Activity
Leaving out the pictures, transcribe all of the records faithfully.

[Excerpted data Boundary: Start]

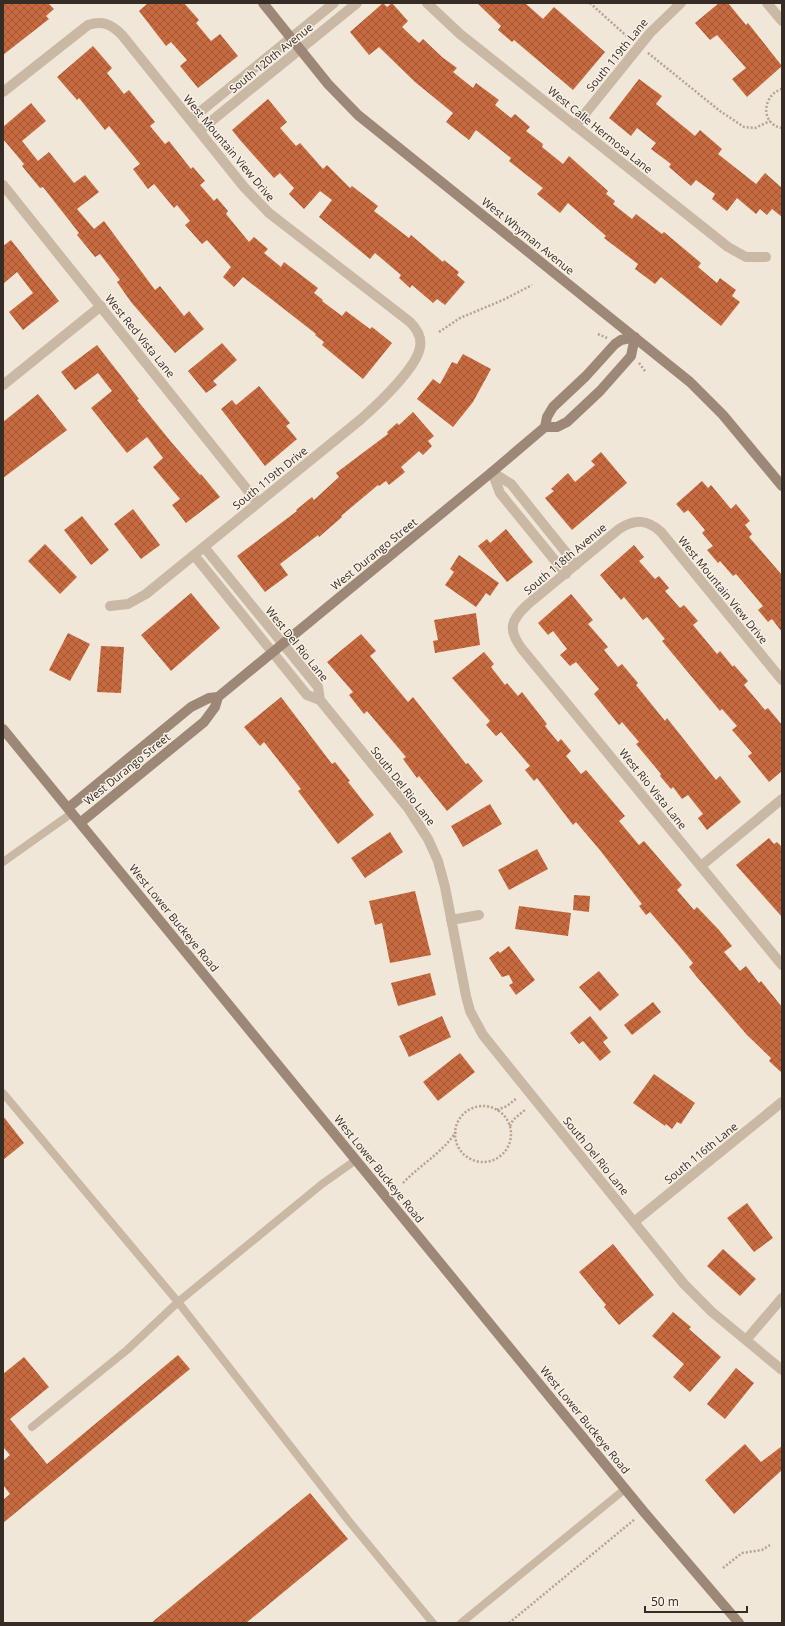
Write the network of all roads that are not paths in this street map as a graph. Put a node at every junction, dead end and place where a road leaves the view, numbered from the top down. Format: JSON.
{"nodes":[{"id":1,"x":263,"y":3,"type":"edge"},
{"id":2,"x":334,"y":3,"type":"edge"},
{"id":3,"x":357,"y":3,"type":"edge"},
{"id":4,"x":427,"y":3,"type":"edge"},
{"id":5,"x":681,"y":3,"type":"edge"},
{"id":6,"x":767,"y":3,"type":"edge"},
{"id":7,"x":782,"y":21,"type":"edge"},
{"id":8,"x":291,"y":38,"type":"junction"},
{"id":9,"x":300,"y":49,"type":"junction"},
{"id":10,"x":3,"y":92,"type":"edge"},
{"id":11,"x":190,"y":120,"type":"junction"},
{"id":12,"x":575,"y":126,"type":"junction"},
{"id":13,"x":199,"y":131,"type":"junction"},
{"id":14,"x":3,"y":185,"type":"edge"},
{"id":15,"x":766,"y":257,"type":"dead end"},
{"id":16,"x":101,"y":306,"type":"junction"},
{"id":17,"x":635,"y":337,"type":"junction"},
{"id":18,"x":420,"y":340,"type":"joint"},
{"id":19,"x":3,"y":385,"type":"edge"},
{"id":20,"x":545,"y":427,"type":"junction"},
{"id":21,"x":492,"y":472,"type":"junction"},
{"id":22,"x":782,"y":486,"type":"edge"},
{"id":23,"x":258,"y":503,"type":"junction"},
{"id":24,"x":641,"y":521,"type":"joint"},
{"id":25,"x":204,"y":547,"type":"junction"},
{"id":26,"x":194,"y":555,"type":"junction"},
{"id":27,"x":576,"y":565,"type":"junction"},
{"id":28,"x":566,"y":574,"type":"junction"},
{"id":29,"x":110,"y":606,"type":"dead end"},
{"id":30,"x":512,"y":626,"type":"joint"},
{"id":31,"x":282,"y":644,"type":"junction"},
{"id":32,"x":272,"y":653,"type":"junction"},
{"id":33,"x":782,"y":680,"type":"edge"},
{"id":34,"x":218,"y":697,"type":"junction"},
{"id":35,"x":320,"y":700,"type":"junction"},
{"id":36,"x":3,"y":729,"type":"edge"},
{"id":37,"x":782,"y":799,"type":"edge"},
{"id":38,"x":70,"y":810,"type":"junction"},
{"id":39,"x":80,"y":823,"type":"junction"},
{"id":40,"x":3,"y":862,"type":"edge"},
{"id":41,"x":701,"y":866,"type":"junction"},
{"id":42,"x":478,"y":915,"type":"dead end"},
{"id":43,"x":451,"y":920,"type":"junction"},
{"id":44,"x":782,"y":965,"type":"edge"},
{"id":45,"x":3,"y":1093,"type":"edge"},
{"id":46,"x":782,"y":1102,"type":"edge"},
{"id":47,"x":356,"y":1160,"type":"junction"},
{"id":48,"x":634,"y":1222,"type":"junction"},
{"id":49,"x":782,"y":1298,"type":"edge"},
{"id":50,"x":178,"y":1302,"type":"junction"},
{"id":51,"x":746,"y":1340,"type":"junction"},
{"id":52,"x":782,"y":1370,"type":"edge"},
{"id":53,"x":32,"y":1427,"type":"dead end"},
{"id":54,"x":626,"y":1489,"type":"junction"},
{"id":55,"x":433,"y":1623,"type":"edge"},
{"id":56,"x":461,"y":1623,"type":"edge"},
{"id":57,"x":739,"y":1623,"type":"edge"}],
"edges":[{"from":1,"to":8,"type":"street","name":"West Whyman Avenue"},
{"from":2,"to":8,"type":"street","name":"South 120th Avenue"},
{"from":3,"to":9,"type":"street","name":"South 120th Avenue"},
{"from":4,"to":12,"type":"street","name":"West Calle Hermosa Lane"},
{"from":5,"to":12,"type":"street","name":"South 119th Lane"},
{"from":6,"to":7,"type":"street"},
{"from":8,"to":9,"type":"street","name":"West Whyman Avenue"},
{"from":8,"to":11,"type":"street","name":"South 120th Avenue"},
{"from":9,"to":13,"type":"street","name":"South 120th Avenue"},
{"from":9,"to":17,"type":"street","name":"West Whyman Avenue"},
{"from":10,"to":11,"type":"street","name":"West Mountain View Drive"},
{"from":11,"to":13,"type":"street","name":"West Mountain View Drive"},
{"from":12,"to":15,"type":"street","name":"West Calle Hermosa Lane"},
{"from":13,"to":18,"type":"street","name":"West Mountain View Drive"},
{"from":14,"to":16,"type":"street","name":"West Red Vista Lane"},
{"from":16,"to":19,"type":"street"},
{"from":16,"to":23,"type":"street","name":"West Red Vista Lane"},
{"from":17,"to":20,"type":"street","name":"West Durango Street"},
{"from":17,"to":20,"type":"street","name":"West Durango Street"},
{"from":17,"to":22,"type":"street","name":"West Whyman Avenue"},
{"from":18,"to":23,"type":"street","name":"South 119th Drive"},
{"from":20,"to":21,"type":"street","name":"West Durango Street"},
{"from":21,"to":27,"type":"street"},
{"from":21,"to":28,"type":"street"},
{"from":21,"to":31,"type":"street","name":"West Durango Street"},
{"from":23,"to":25,"type":"street","name":"South 119th Drive"},
{"from":24,"to":27,"type":"street","name":"South 118th Avenue"},
{"from":24,"to":33,"type":"street","name":"West Mountain View Drive"},
{"from":25,"to":26,"type":"street","name":"South 119th Drive"},
{"from":25,"to":31,"type":"street","name":"West Del Rio Lane"},
{"from":26,"to":29,"type":"street","name":"South 119th Drive"},
{"from":26,"to":32,"type":"street","name":"West Del Rio Lane"},
{"from":27,"to":28,"type":"street","name":"South 118th Avenue"},
{"from":28,"to":30,"type":"street","name":"South 118th Avenue"},
{"from":30,"to":41,"type":"street","name":"West Rio Vista Lane"},
{"from":31,"to":32,"type":"street","name":"West Durango Street"},
{"from":31,"to":35,"type":"street","name":"West Del Rio Lane"},
{"from":32,"to":34,"type":"street","name":"West Durango Street"},
{"from":32,"to":35,"type":"street","name":"West Del Rio Lane"},
{"from":34,"to":38,"type":"street","name":"West Durango Street"},
{"from":34,"to":39,"type":"street","name":"West Durango Street"},
{"from":35,"to":43,"type":"street","name":"South Del Rio Lane"},
{"from":36,"to":38,"type":"street","name":"West Lower Buckeye Road"},
{"from":37,"to":41,"type":"street"},
{"from":38,"to":39,"type":"street","name":"West Lower Buckeye Road"},
{"from":38,"to":40,"type":"lane"},
{"from":39,"to":47,"type":"street","name":"West Lower Buckeye Road"},
{"from":41,"to":44,"type":"street","name":"West Rio Vista Lane"},
{"from":42,"to":43,"type":"street"},
{"from":43,"to":48,"type":"street","name":"South Del Rio Lane"},
{"from":45,"to":50,"type":"lane"},
{"from":46,"to":48,"type":"street","name":"South 116th Lane"},
{"from":47,"to":50,"type":"lane"},
{"from":47,"to":54,"type":"street","name":"West Lower Buckeye Road"},
{"from":48,"to":51,"type":"street","name":"South Del Rio Lane"},
{"from":49,"to":51,"type":"street"},
{"from":50,"to":53,"type":"lane"},
{"from":50,"to":55,"type":"lane"},
{"from":51,"to":52,"type":"street","name":"South Del Rio Lane"},
{"from":54,"to":56,"type":"lane"},
{"from":54,"to":57,"type":"street","name":"West Lower Buckeye Road"}]}
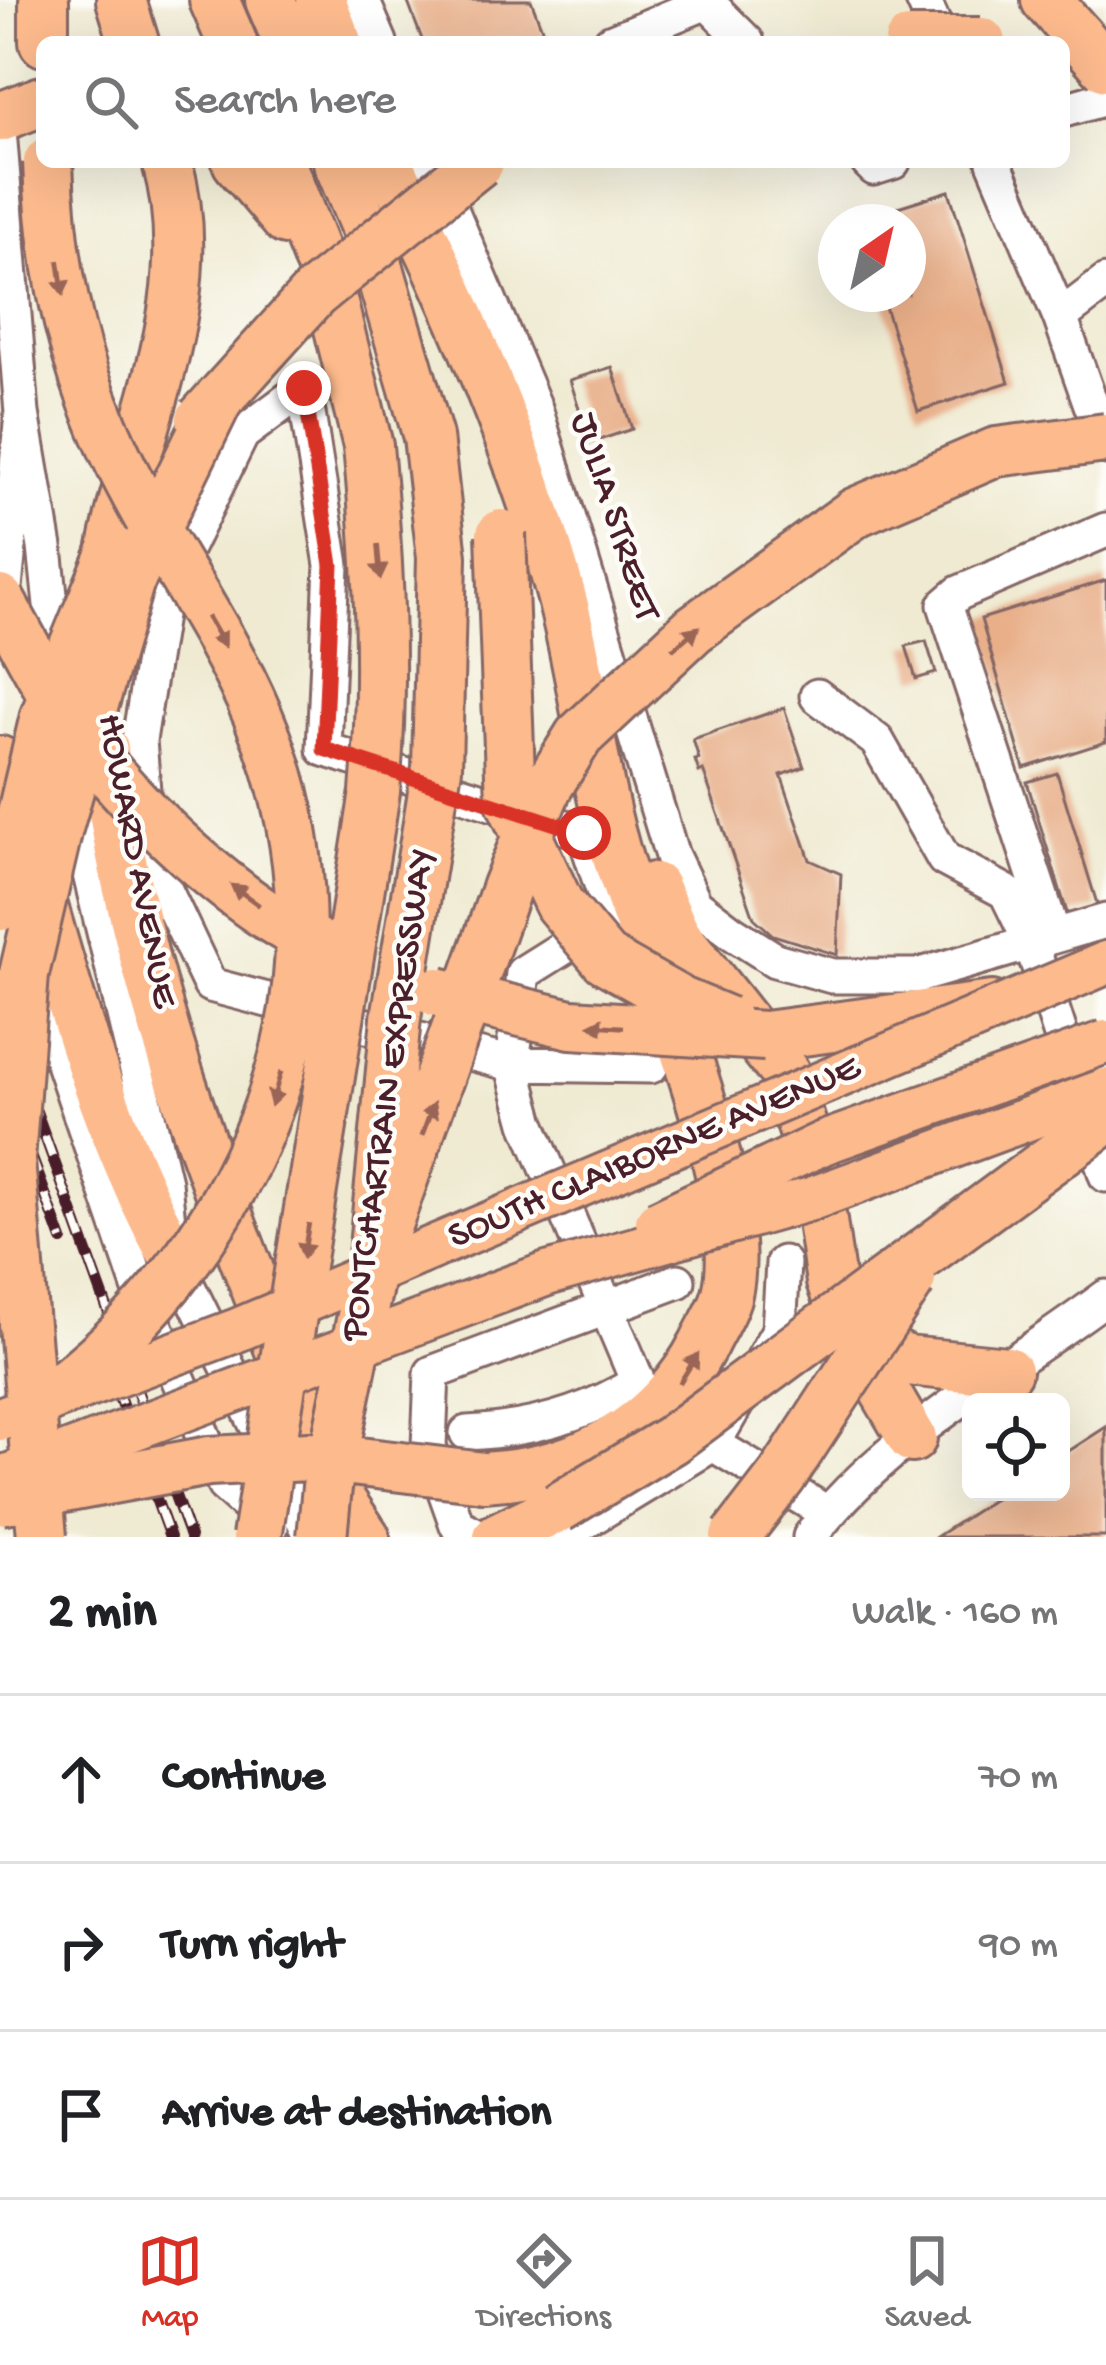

[Excerpted data Boundary: End]

Your response
Write the network of all roads that are not paths in this street map as a graph. Put a node at every junction, dead end and place where a road leaves the view, numbered from the top down. Format: JSON.
{"nodes":[{"id":1,"x":263,"y":3,"type":"edge"},
{"id":2,"x":334,"y":3,"type":"edge"},
{"id":3,"x":357,"y":3,"type":"edge"},
{"id":4,"x":427,"y":3,"type":"edge"},
{"id":5,"x":681,"y":3,"type":"edge"},
{"id":6,"x":767,"y":3,"type":"edge"},
{"id":7,"x":782,"y":21,"type":"edge"},
{"id":8,"x":291,"y":38,"type":"junction"},
{"id":9,"x":300,"y":49,"type":"junction"},
{"id":10,"x":3,"y":92,"type":"edge"},
{"id":11,"x":190,"y":120,"type":"junction"},
{"id":12,"x":575,"y":126,"type":"junction"},
{"id":13,"x":199,"y":131,"type":"junction"},
{"id":14,"x":3,"y":185,"type":"edge"},
{"id":15,"x":766,"y":257,"type":"dead end"},
{"id":16,"x":101,"y":306,"type":"junction"},
{"id":17,"x":635,"y":337,"type":"junction"},
{"id":18,"x":420,"y":340,"type":"joint"},
{"id":19,"x":3,"y":385,"type":"edge"},
{"id":20,"x":545,"y":427,"type":"junction"},
{"id":21,"x":492,"y":472,"type":"junction"},
{"id":22,"x":782,"y":486,"type":"edge"},
{"id":23,"x":258,"y":503,"type":"junction"},
{"id":24,"x":641,"y":521,"type":"joint"},
{"id":25,"x":204,"y":547,"type":"junction"},
{"id":26,"x":194,"y":555,"type":"junction"},
{"id":27,"x":576,"y":565,"type":"junction"},
{"id":28,"x":566,"y":574,"type":"junction"},
{"id":29,"x":110,"y":606,"type":"dead end"},
{"id":30,"x":512,"y":626,"type":"joint"},
{"id":31,"x":282,"y":644,"type":"junction"},
{"id":32,"x":272,"y":653,"type":"junction"},
{"id":33,"x":782,"y":680,"type":"edge"},
{"id":34,"x":218,"y":697,"type":"junction"},
{"id":35,"x":320,"y":700,"type":"junction"},
{"id":36,"x":3,"y":729,"type":"edge"},
{"id":37,"x":782,"y":799,"type":"edge"},
{"id":38,"x":70,"y":810,"type":"junction"},
{"id":39,"x":80,"y":823,"type":"junction"},
{"id":40,"x":3,"y":862,"type":"edge"},
{"id":41,"x":701,"y":866,"type":"junction"},
{"id":42,"x":478,"y":915,"type":"dead end"},
{"id":43,"x":451,"y":920,"type":"junction"},
{"id":44,"x":782,"y":965,"type":"edge"},
{"id":45,"x":3,"y":1093,"type":"edge"},
{"id":46,"x":782,"y":1102,"type":"edge"},
{"id":47,"x":356,"y":1160,"type":"junction"},
{"id":48,"x":634,"y":1222,"type":"junction"},
{"id":49,"x":782,"y":1298,"type":"edge"},
{"id":50,"x":178,"y":1302,"type":"junction"},
{"id":51,"x":746,"y":1340,"type":"junction"},
{"id":52,"x":782,"y":1370,"type":"edge"},
{"id":53,"x":32,"y":1427,"type":"dead end"},
{"id":54,"x":626,"y":1489,"type":"junction"},
{"id":55,"x":433,"y":1623,"type":"edge"},
{"id":56,"x":461,"y":1623,"type":"edge"},
{"id":57,"x":739,"y":1623,"type":"edge"}],
"edges":[{"from":1,"to":8,"type":"street","name":"West Whyman Avenue"},
{"from":2,"to":8,"type":"street","name":"South 120th Avenue"},
{"from":3,"to":9,"type":"street","name":"South 120th Avenue"},
{"from":4,"to":12,"type":"street","name":"West Calle Hermosa Lane"},
{"from":5,"to":12,"type":"street","name":"South 119th Lane"},
{"from":6,"to":7,"type":"street"},
{"from":8,"to":9,"type":"street","name":"West Whyman Avenue"},
{"from":8,"to":11,"type":"street","name":"South 120th Avenue"},
{"from":9,"to":13,"type":"street","name":"South 120th Avenue"},
{"from":9,"to":17,"type":"street","name":"West Whyman Avenue"},
{"from":10,"to":11,"type":"street","name":"West Mountain View Drive"},
{"from":11,"to":13,"type":"street","name":"West Mountain View Drive"},
{"from":12,"to":15,"type":"street","name":"West Calle Hermosa Lane"},
{"from":13,"to":18,"type":"street","name":"West Mountain View Drive"},
{"from":14,"to":16,"type":"street","name":"West Red Vista Lane"},
{"from":16,"to":19,"type":"street"},
{"from":16,"to":23,"type":"street","name":"West Red Vista Lane"},
{"from":17,"to":20,"type":"street","name":"West Durango Street"},
{"from":17,"to":20,"type":"street","name":"West Durango Street"},
{"from":17,"to":22,"type":"street","name":"West Whyman Avenue"},
{"from":18,"to":23,"type":"street","name":"South 119th Drive"},
{"from":20,"to":21,"type":"street","name":"West Durango Street"},
{"from":21,"to":27,"type":"street"},
{"from":21,"to":28,"type":"street"},
{"from":21,"to":31,"type":"street","name":"West Durango Street"},
{"from":23,"to":25,"type":"street","name":"South 119th Drive"},
{"from":24,"to":27,"type":"street","name":"South 118th Avenue"},
{"from":24,"to":33,"type":"street","name":"West Mountain View Drive"},
{"from":25,"to":26,"type":"street","name":"South 119th Drive"},
{"from":25,"to":31,"type":"street","name":"West Del Rio Lane"},
{"from":26,"to":29,"type":"street","name":"South 119th Drive"},
{"from":26,"to":32,"type":"street","name":"West Del Rio Lane"},
{"from":27,"to":28,"type":"street","name":"South 118th Avenue"},
{"from":28,"to":30,"type":"street","name":"South 118th Avenue"},
{"from":30,"to":41,"type":"street","name":"West Rio Vista Lane"},
{"from":31,"to":32,"type":"street","name":"West Durango Street"},
{"from":31,"to":35,"type":"street","name":"West Del Rio Lane"},
{"from":32,"to":34,"type":"street","name":"West Durango Street"},
{"from":32,"to":35,"type":"street","name":"West Del Rio Lane"},
{"from":34,"to":38,"type":"street","name":"West Durango Street"},
{"from":34,"to":39,"type":"street","name":"West Durango Street"},
{"from":35,"to":43,"type":"street","name":"South Del Rio Lane"},
{"from":36,"to":38,"type":"street","name":"West Lower Buckeye Road"},
{"from":37,"to":41,"type":"street"},
{"from":38,"to":39,"type":"street","name":"West Lower Buckeye Road"},
{"from":38,"to":40,"type":"lane"},
{"from":39,"to":47,"type":"street","name":"West Lower Buckeye Road"},
{"from":41,"to":44,"type":"street","name":"West Rio Vista Lane"},
{"from":42,"to":43,"type":"street"},
{"from":43,"to":48,"type":"street","name":"South Del Rio Lane"},
{"from":45,"to":50,"type":"lane"},
{"from":46,"to":48,"type":"street","name":"South 116th Lane"},
{"from":47,"to":50,"type":"lane"},
{"from":47,"to":54,"type":"street","name":"West Lower Buckeye Road"},
{"from":48,"to":51,"type":"street","name":"South Del Rio Lane"},
{"from":49,"to":51,"type":"street"},
{"from":50,"to":53,"type":"lane"},
{"from":50,"to":55,"type":"lane"},
{"from":51,"to":52,"type":"street","name":"South Del Rio Lane"},
{"from":54,"to":56,"type":"lane"},
{"from":54,"to":57,"type":"street","name":"West Lower Buckeye Road"}]}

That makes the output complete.